HEALTH INFORMATION TECHNOLOGY

E-Scripts

In 2005 in Nevada, at least one person died from a prescription mix-up, and 27 individuals lodged official complaints with the State Pharmacy Board. To reduce medication errors, Sierra Health Services, Nevada’s largest health plan, has teamed up with the Clark County Medical Society, the state’s largest medical group, to provide electronic prescribing technology to each physician in the state. Under the initiative, doctors who are members of the Nevada State Medical Association can receive an Allscripts’ Electronic Health Record software license free of charge for 10 years, and free monthly maintenance for up to two years. Physicians who are not members of the association are eligible to receive the software at no cost but will have to pay a $20 monthly fee to use it. All physicians will be responsible for their own hardware. Last year, Southwest Medical Associates (SMA), a unit of Sierra Health Services, launched a pilot project and successfully deployed Allscripts to its nearly 250 providers. Over the course of the year, physicians wrote over 1 million electronic prescriptions for their patients, making them the leading electronic prescribing practice in the country. E-prescribing reduced prescription errors and significantly increased the use of generic drugs, Sierra Health Services said, so the plan decided to implement the technology statewide.


HEALTH SYSTEM FINANCING

Cost-Shifting Grows Worse

U.S. employers and consumers are paying billions of extra dollars each year for medical care in hospitals and doctors' offices to offset underpayments from Medicare and Medicaid, according to a study released May 31 by Seattle-based health insurer Premera Blue Cross.
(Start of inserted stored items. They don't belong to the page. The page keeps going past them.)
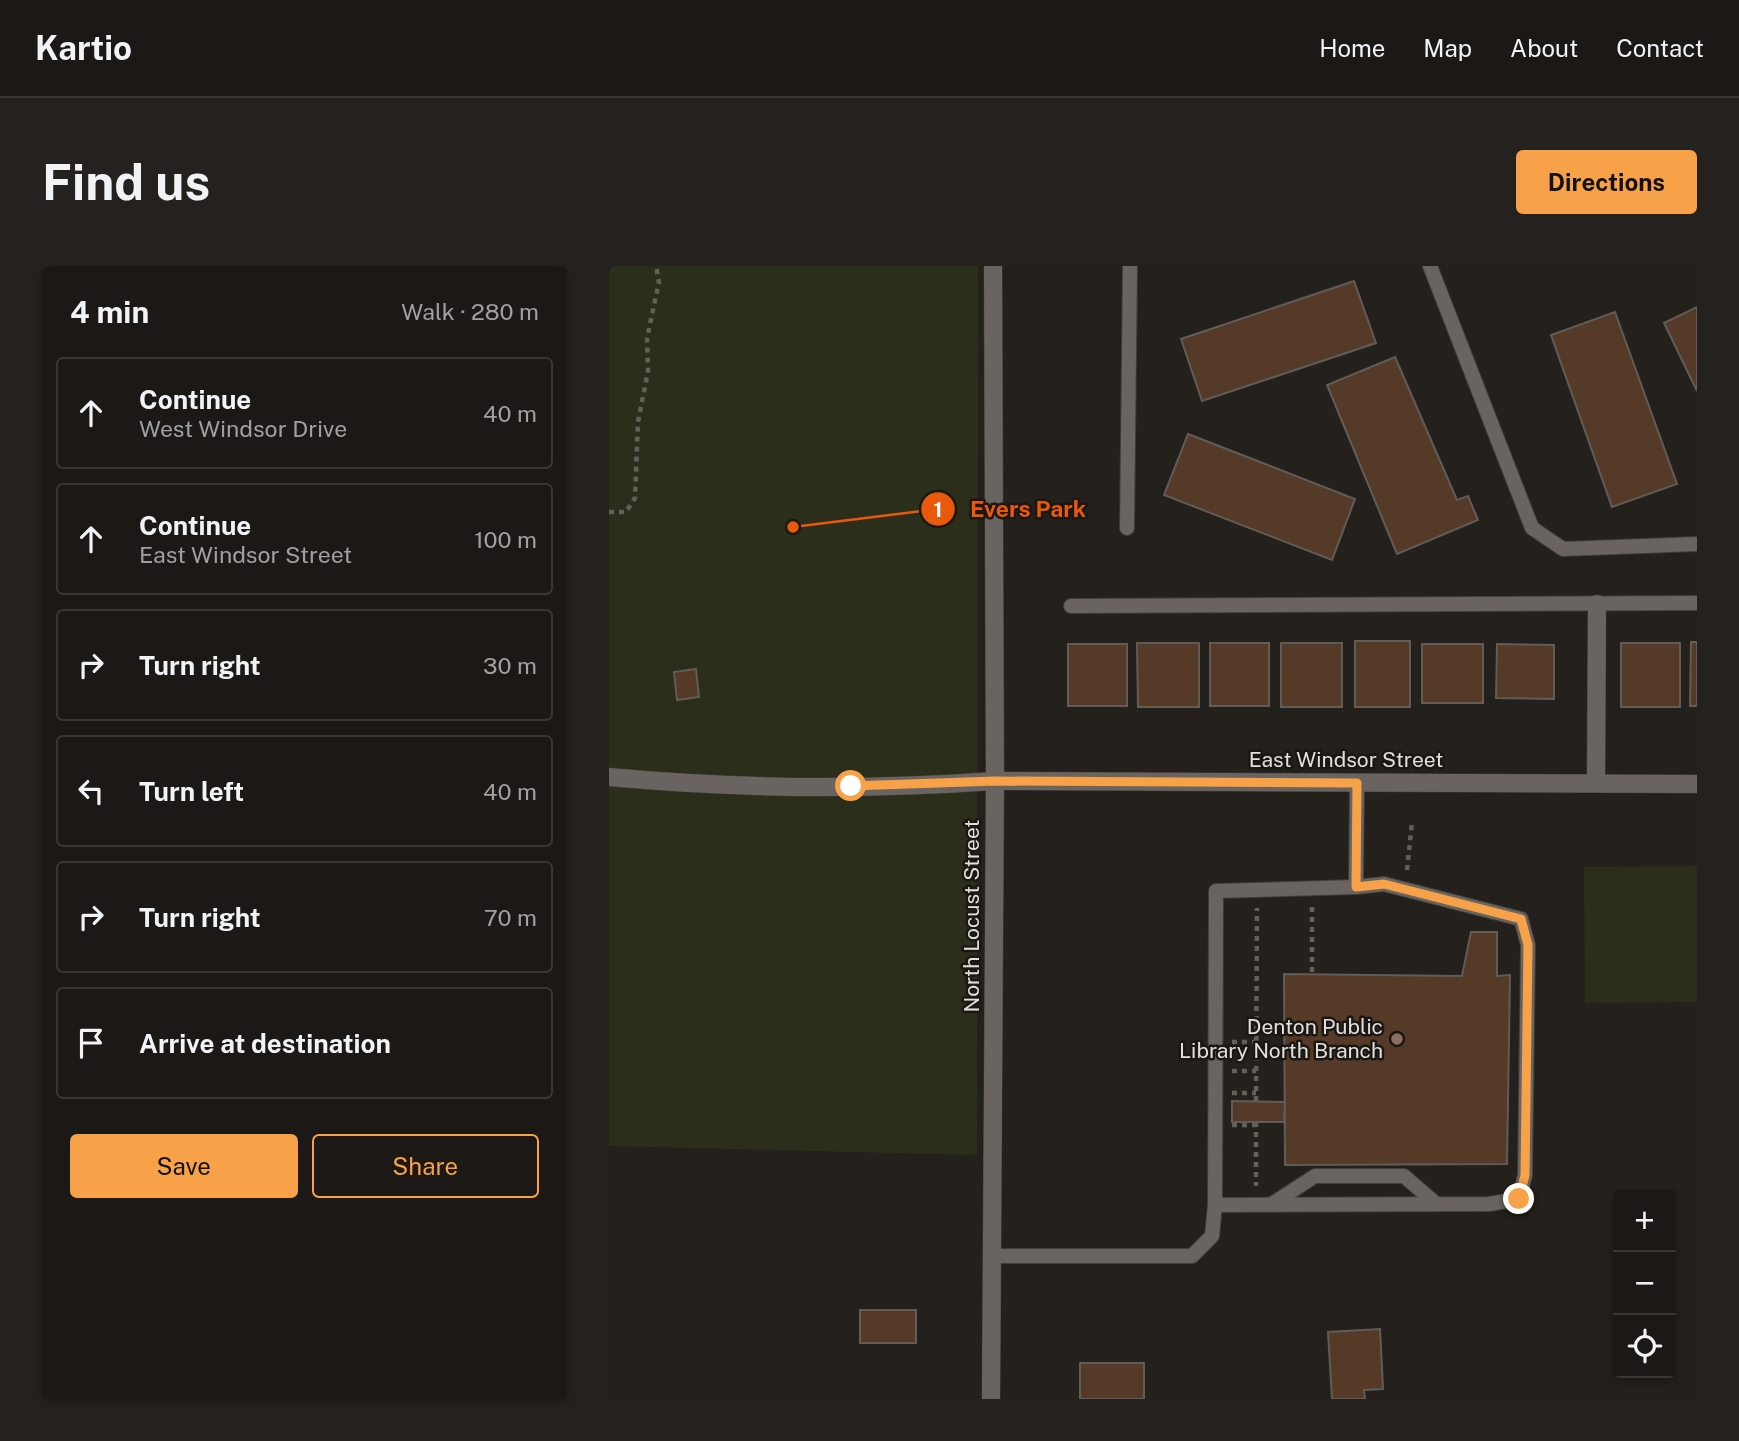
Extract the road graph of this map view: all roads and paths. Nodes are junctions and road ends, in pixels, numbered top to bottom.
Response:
1 (656, 266) edge
2 (993, 266) edge
3 (1130, 266) edge
4 (1430, 266) edge
5 (609, 512) edge
6 (1127, 528) dead end
7 (1697, 544) edge
8 (1697, 603) edge
9 (1597, 604) junction
10 (1071, 606) dead end
11 (609, 777) edge
12 (995, 781) junction
13 (1357, 783) junction
14 (1596, 783) junction
15 (1697, 784) edge
16 (1412, 822) dead end
17 (1405, 877) dead end
18 (1356, 887) junction
19 (1271, 906) dead end
20 (1298, 906) dead end
21 (1312, 906) junction
22 (1321, 906) dead end
23 (1312, 974) dead end
24 (1256, 1101) dead end
25 (1256, 1122) dead end
26 (1256, 1186) dead end
27 (1434, 1202) junction
28 (1271, 1204) junction
29 (1215, 1205) junction
30 (993, 1256) junction
31 (991, 1399) edge

1 - 5 path
2 - 12 street, North Locust Street
3 - 6 lane
4 - 7 lane
8 - 9 lane
9 - 10 lane
9 - 14 street
11 - 12 street, East Windsor Street
12 - 13 street, East Windsor Street
12 - 30 street, North Locust Street
13 - 14 street, East Windsor Street
13 - 18 lane
14 - 15 street, East Windsor Street
16 - 17 path
18 - 27 lane
18 - 29 lane
19 - 24 path
20 - 21 path
21 - 22 path
21 - 23 path
25 - 26 path
27 - 28 lane
27 - 28 lane
28 - 29 lane
29 - 30 lane
30 - 31 street, North Locust Street

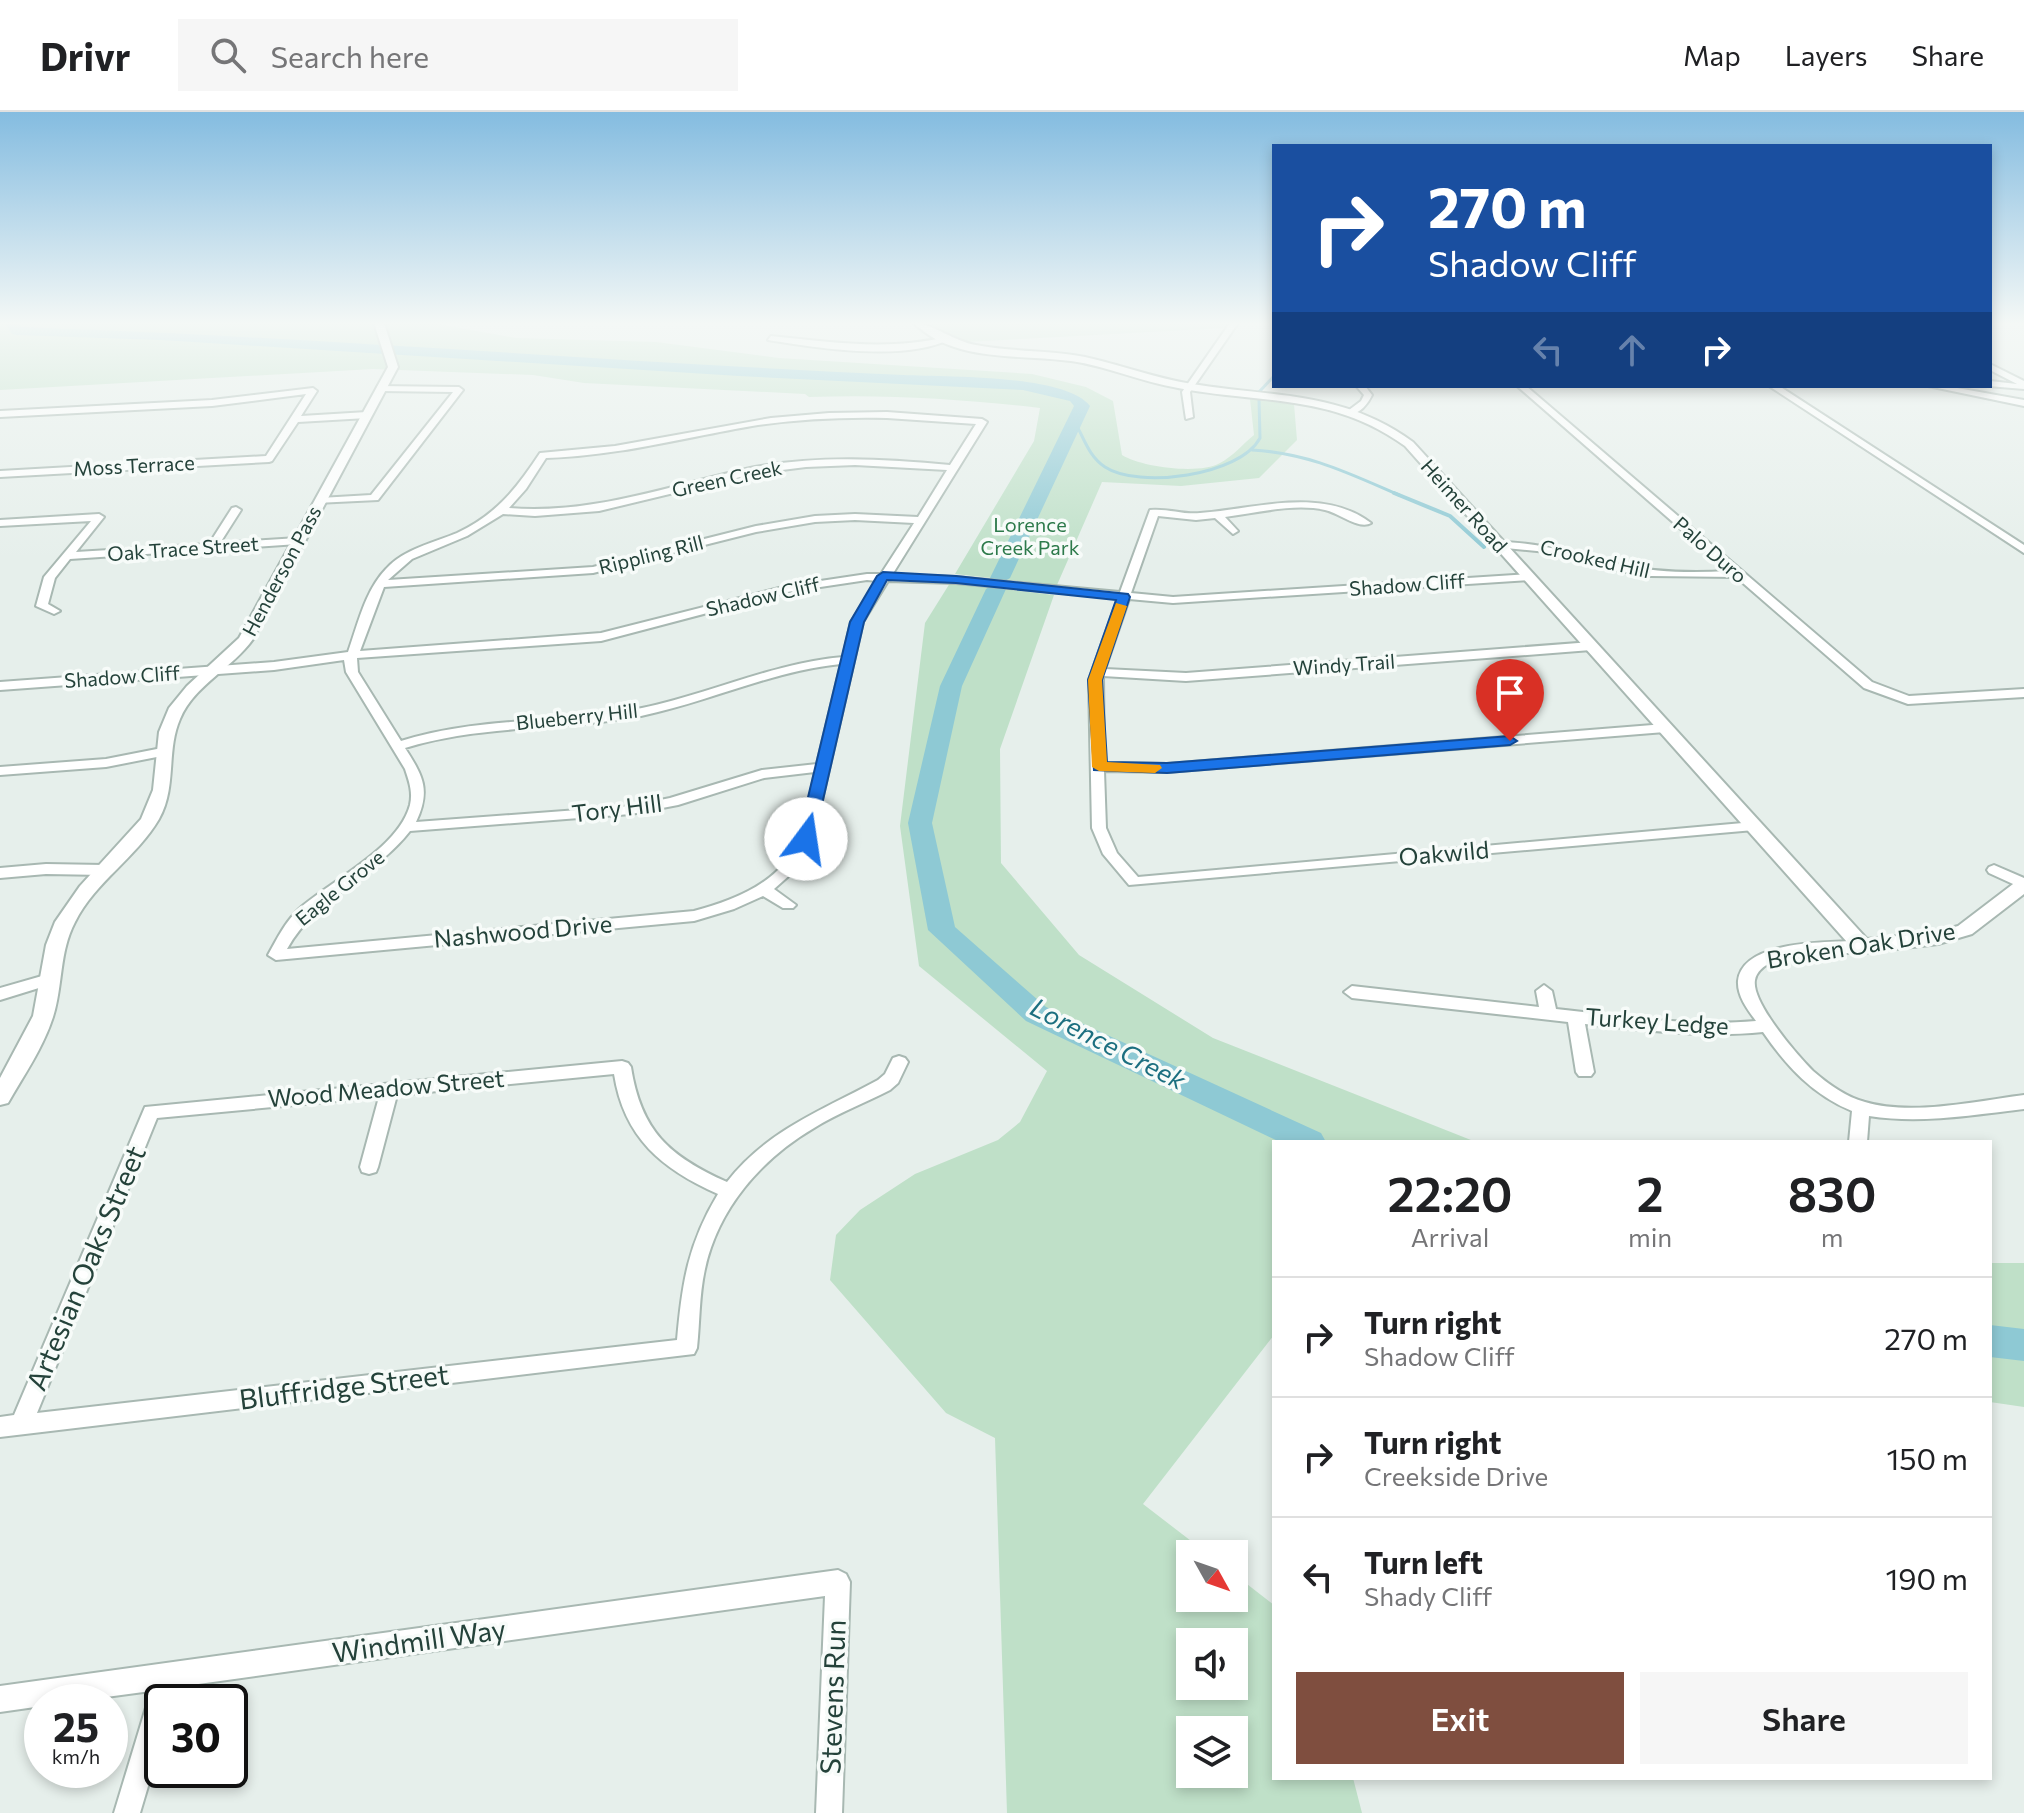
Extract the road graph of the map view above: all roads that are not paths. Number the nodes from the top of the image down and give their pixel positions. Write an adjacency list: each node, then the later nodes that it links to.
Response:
1 (207, 402): 10 (street)
2 (306, 402): 17 (street)
3 (374, 402): 14 (street, Henderson Pass)
4 (449, 402): 21 (street)
5 (1187, 402): 15 (street)
6 (1306, 402): 12 (street, Heimer Road)
7 (1364, 402): 12 (street)
8 (1540, 402): 34 (street, Palo Duro)
9 (1798, 402): 32 (street)
10 (192, 404): 11 (street); 16 (street)
11 (65, 410): 13 (street); 18 (street)
12 (1352, 412): 30 (street, Heimer Road)
13 (0, 414)
14 (367, 415): 17 (street); 21 (street, Henderson Pass)
15 (1189, 417)
16 (178, 419)
17 (295, 419): 20 (street, Moss Terrace)
18 (48, 427)
19 (953, 468): 23 (street, Green Creek); 23 (street, Nashwood Drive); 25 (street, Nashwood Drive)
20 (0, 474)
21 (320, 501): 29 (street, Henderson Pass)
22 (236, 510): 31 (street)
23 (503, 511): 37 (street)
24 (1218, 515): 27 (street); 28 (street); 38 (street)
25 (919, 520): 35 (street, Nashwood Drive); 37 (street, Rippling Rill)
26 (0, 523): 33 (street)
27 (1366, 523)
28 (1233, 531)
29 (298, 541): 31 (street, Oak Trace Street); 43 (street, Henderson Pass)
30 (1499, 545): 34 (street, Crooked Hill); 36 (street, Heimer Road)
31 (212, 547): 33 (street, Oak Trace Street)
32 (2024, 550)
33 (68, 556): 39 (street)
34 (1738, 574): 46 (street, Palo Duro)
35 (883, 576): 38 (street, Shadow Cliff); 41 (street, Shadow Cliff); 42 (street, Nashwood Drive)
36 (1529, 577): 38 (street, Shadow Cliff); 40 (street, Heimer Road)
37 (381, 584): 41 (street)
38 (1124, 597): 44 (street)
39 (54, 611)
40 (1591, 646): 44 (street, Windy Trail); 47 (street, Heimer Road)
41 (353, 655): 43 (street, Shadow Cliff); 48 (street, Eagle Grove)
42 (848, 660): 48 (street, Blueberry Hill); 50 (street, Nashwood Drive)
43 (215, 670): 45 (street, Shadow Cliff); 49 (street, Henderson Pass)
44 (1098, 672): 51 (street)
45 (0, 686)
46 (2024, 693)
47 (1665, 728): 51 (street); 53 (street, Heimer Road)
48 (397, 746): 54 (street, Eagle Grove)
49 (162, 752): 52 (street); 55 (street, Henderson Pass)
50 (824, 767): 54 (street, Tory Hill); 59 (street, Nashwood Drive)
51 (1099, 767): 53 (street, Oakwild)
52 (0, 771)
53 (1754, 826): 61 (street, Heimer Road)
54 (406, 827): 62 (street, Eagle Grove)
55 (104, 870): 57 (street); 63 (street, Henderson Pass)
56 (1994, 870): 58 (street, Broken Oak Drive)
57 (0, 873)
58 (2024, 885): 61 (street, Broken Oak Drive)
59 (765, 890): 60 (street); 62 (street, Nashwood Drive)
60 (788, 905)
61 (1862, 946): 69 (street, Broken Oak Drive)
62 (276, 955)
63 (49, 979): 66 (street); 73 (street, Henderson Pass)
64 (1544, 991): 67 (street)
65 (1352, 992): 67 (street, Turkey Ledge)
66 (0, 994)
67 (1549, 1014): 68 (street, Turkey Ledge)
68 (1576, 1017): 69 (street, Turkey Ledge); 71 (street)
69 (1766, 1026): 75 (street)
70 (899, 1062): 79 (street)
71 (1585, 1072)
72 (390, 1088): 76 (street, Wood Meadow Street); 78 (street); 79 (street, Wood Meadow Street)
73 (0, 1097)
74 (2024, 1102): 75 (street)
75 (1861, 1110): 77 (street)
76 (151, 1112): 80 (street, Artesian Oaks Street)
77 (1858, 1140)
78 (369, 1167)
79 (730, 1191): 80 (street, Bluffridge Street)
80 (10, 1426)
81 (838, 1582): 82 (street, Windmill Way); 85 (street, Stevens Run)
82 (168, 1676): 83 (street, Windmill Way); 84 (street)
83 (0, 1699)
84 (127, 1813)
85 (829, 1813)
In 2004, hospitals in Washington charged an additional $738 million to private payers to make up for underpayments from Medicare and Medicaid, the study says. The same year, in-state physicians charged private payers an extra $620 million to compensate for losses from the government programs. In 1997, Washington hospitals had a profit margin of 2.9 percent for delivering Medicare services, but in 2004, they lost 15.4 percent from Medicare. During the same period, hospitals' profit margins from patients with employer-sponsored health plans increased from 5 percent to 16.4 percent. According to the study, Medicare pays physicians 25 percent to 31 percent less than private insurers in Washington, and Medicaid pays about 30 percent less than private insurers for children's office visits and up to 54 percent less for adults' office visits.  All told, employers pay an additional $902 per family insurance policy per year to make up for the losses incurred by Medicare and Medicaid. The Washington State Medical Association says 65 percent of physicians in the state have stopped accepting new Medicare and Medicaid patients because of low reimbursement rates. The Premera Blue Cross study is available online.

A Vicious Cycle

A second study commissioned by Blue Shield of California finds that health plans and consumers in California paid an additional $4.5 billion 2004 for hospital care to make up for underpayments by Medicare and Medicaid. The study did not examine trends for physicians' offices. Employers say the rising health-care costs are contributing to the growing number of people without insurance, adding that when uninsured people check into hospitals, they generate even higher costs for those employers and consumers who pay insurance premiums, according to the New York Times. “The reports show employers and policymakers that they need to address an unsustainable trend in the growth of cost-shifting,” Rich Maturi, a senior vice president at Premera, told the Times. “This is a serious national problem, and it is only going to get much worse," said Helen Darling, president of the National Business Group on Health.